Source data:
__________

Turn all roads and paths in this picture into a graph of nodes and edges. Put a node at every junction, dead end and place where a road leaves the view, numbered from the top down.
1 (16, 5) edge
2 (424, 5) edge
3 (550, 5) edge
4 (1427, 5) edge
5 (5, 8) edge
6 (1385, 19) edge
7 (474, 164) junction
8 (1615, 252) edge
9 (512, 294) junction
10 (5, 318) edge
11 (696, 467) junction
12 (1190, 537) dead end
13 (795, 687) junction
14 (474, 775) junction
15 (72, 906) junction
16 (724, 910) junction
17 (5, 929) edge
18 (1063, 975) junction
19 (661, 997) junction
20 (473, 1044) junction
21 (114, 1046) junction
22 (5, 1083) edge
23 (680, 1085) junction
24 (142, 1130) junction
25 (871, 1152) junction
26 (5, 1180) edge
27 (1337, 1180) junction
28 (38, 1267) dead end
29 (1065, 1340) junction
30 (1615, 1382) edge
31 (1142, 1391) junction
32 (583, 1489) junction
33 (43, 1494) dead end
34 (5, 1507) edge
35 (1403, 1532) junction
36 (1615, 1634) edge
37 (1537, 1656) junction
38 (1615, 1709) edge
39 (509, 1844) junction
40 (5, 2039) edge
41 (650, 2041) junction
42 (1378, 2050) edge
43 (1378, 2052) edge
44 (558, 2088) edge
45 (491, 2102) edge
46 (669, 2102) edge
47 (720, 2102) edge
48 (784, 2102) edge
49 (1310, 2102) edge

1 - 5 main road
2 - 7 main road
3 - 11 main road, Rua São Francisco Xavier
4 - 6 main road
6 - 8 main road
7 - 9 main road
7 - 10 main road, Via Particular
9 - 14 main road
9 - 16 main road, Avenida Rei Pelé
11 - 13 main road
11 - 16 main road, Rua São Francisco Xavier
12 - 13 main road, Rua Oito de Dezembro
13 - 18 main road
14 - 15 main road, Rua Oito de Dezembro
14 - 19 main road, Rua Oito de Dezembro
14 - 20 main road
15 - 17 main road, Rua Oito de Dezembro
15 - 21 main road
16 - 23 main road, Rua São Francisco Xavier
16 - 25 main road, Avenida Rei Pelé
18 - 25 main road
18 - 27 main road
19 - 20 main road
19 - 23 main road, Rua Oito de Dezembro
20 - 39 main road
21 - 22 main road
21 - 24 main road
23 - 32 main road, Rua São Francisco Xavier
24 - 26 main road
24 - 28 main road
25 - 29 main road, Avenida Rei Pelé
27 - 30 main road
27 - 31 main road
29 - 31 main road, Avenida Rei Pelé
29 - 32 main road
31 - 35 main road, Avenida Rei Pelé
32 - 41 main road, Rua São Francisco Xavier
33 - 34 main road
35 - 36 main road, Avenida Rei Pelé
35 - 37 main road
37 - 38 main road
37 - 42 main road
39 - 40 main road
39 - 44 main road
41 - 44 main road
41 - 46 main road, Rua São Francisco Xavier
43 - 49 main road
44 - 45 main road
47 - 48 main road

__________

# EXERCISE AIM:
Each line of the records above should be copied exactly.

# REPLY:
Turn all roads and paths in this picture into a graph of nodes and edges. Put a node at every junction, dead end and place where a road leaves the view, numbered from the top down.
1 (16, 5) edge
2 (424, 5) edge
3 (550, 5) edge
4 (1427, 5) edge
5 (5, 8) edge
6 (1385, 19) edge
7 (474, 164) junction
8 (1615, 252) edge
9 (512, 294) junction
10 (5, 318) edge
11 (696, 467) junction
12 (1190, 537) dead end
13 (795, 687) junction
14 (474, 775) junction
15 (72, 906) junction
16 (724, 910) junction
17 (5, 929) edge
18 (1063, 975) junction
19 (661, 997) junction
20 (473, 1044) junction
21 (114, 1046) junction
22 (5, 1083) edge
23 (680, 1085) junction
24 (142, 1130) junction
25 (871, 1152) junction
26 (5, 1180) edge
27 (1337, 1180) junction
28 (38, 1267) dead end
29 (1065, 1340) junction
30 (1615, 1382) edge
31 (1142, 1391) junction
32 (583, 1489) junction
33 (43, 1494) dead end
34 (5, 1507) edge
35 (1403, 1532) junction
36 (1615, 1634) edge
37 (1537, 1656) junction
38 (1615, 1709) edge
39 (509, 1844) junction
40 (5, 2039) edge
41 (650, 2041) junction
42 (1378, 2050) edge
43 (1378, 2052) edge
44 (558, 2088) edge
45 (491, 2102) edge
46 (669, 2102) edge
47 (720, 2102) edge
48 (784, 2102) edge
49 (1310, 2102) edge

1 - 5 main road
2 - 7 main road
3 - 11 main road, Rua São Francisco Xavier
4 - 6 main road
6 - 8 main road
7 - 9 main road
7 - 10 main road, Via Particular
9 - 14 main road
9 - 16 main road, Avenida Rei Pelé
11 - 13 main road
11 - 16 main road, Rua São Francisco Xavier
12 - 13 main road, Rua Oito de Dezembro
13 - 18 main road
14 - 15 main road, Rua Oito de Dezembro
14 - 19 main road, Rua Oito de Dezembro
14 - 20 main road
15 - 17 main road, Rua Oito de Dezembro
15 - 21 main road
16 - 23 main road, Rua São Francisco Xavier
16 - 25 main road, Avenida Rei Pelé
18 - 25 main road
18 - 27 main road
19 - 20 main road
19 - 23 main road, Rua Oito de Dezembro
20 - 39 main road
21 - 22 main road
21 - 24 main road
23 - 32 main road, Rua São Francisco Xavier
24 - 26 main road
24 - 28 main road
25 - 29 main road, Avenida Rei Pelé
27 - 30 main road
27 - 31 main road
29 - 31 main road, Avenida Rei Pelé
29 - 32 main road
31 - 35 main road, Avenida Rei Pelé
32 - 41 main road, Rua São Francisco Xavier
33 - 34 main road
35 - 36 main road, Avenida Rei Pelé
35 - 37 main road
37 - 38 main road
37 - 42 main road
39 - 40 main road
39 - 44 main road
41 - 44 main road
41 - 46 main road, Rua São Francisco Xavier
43 - 49 main road
44 - 45 main road
47 - 48 main road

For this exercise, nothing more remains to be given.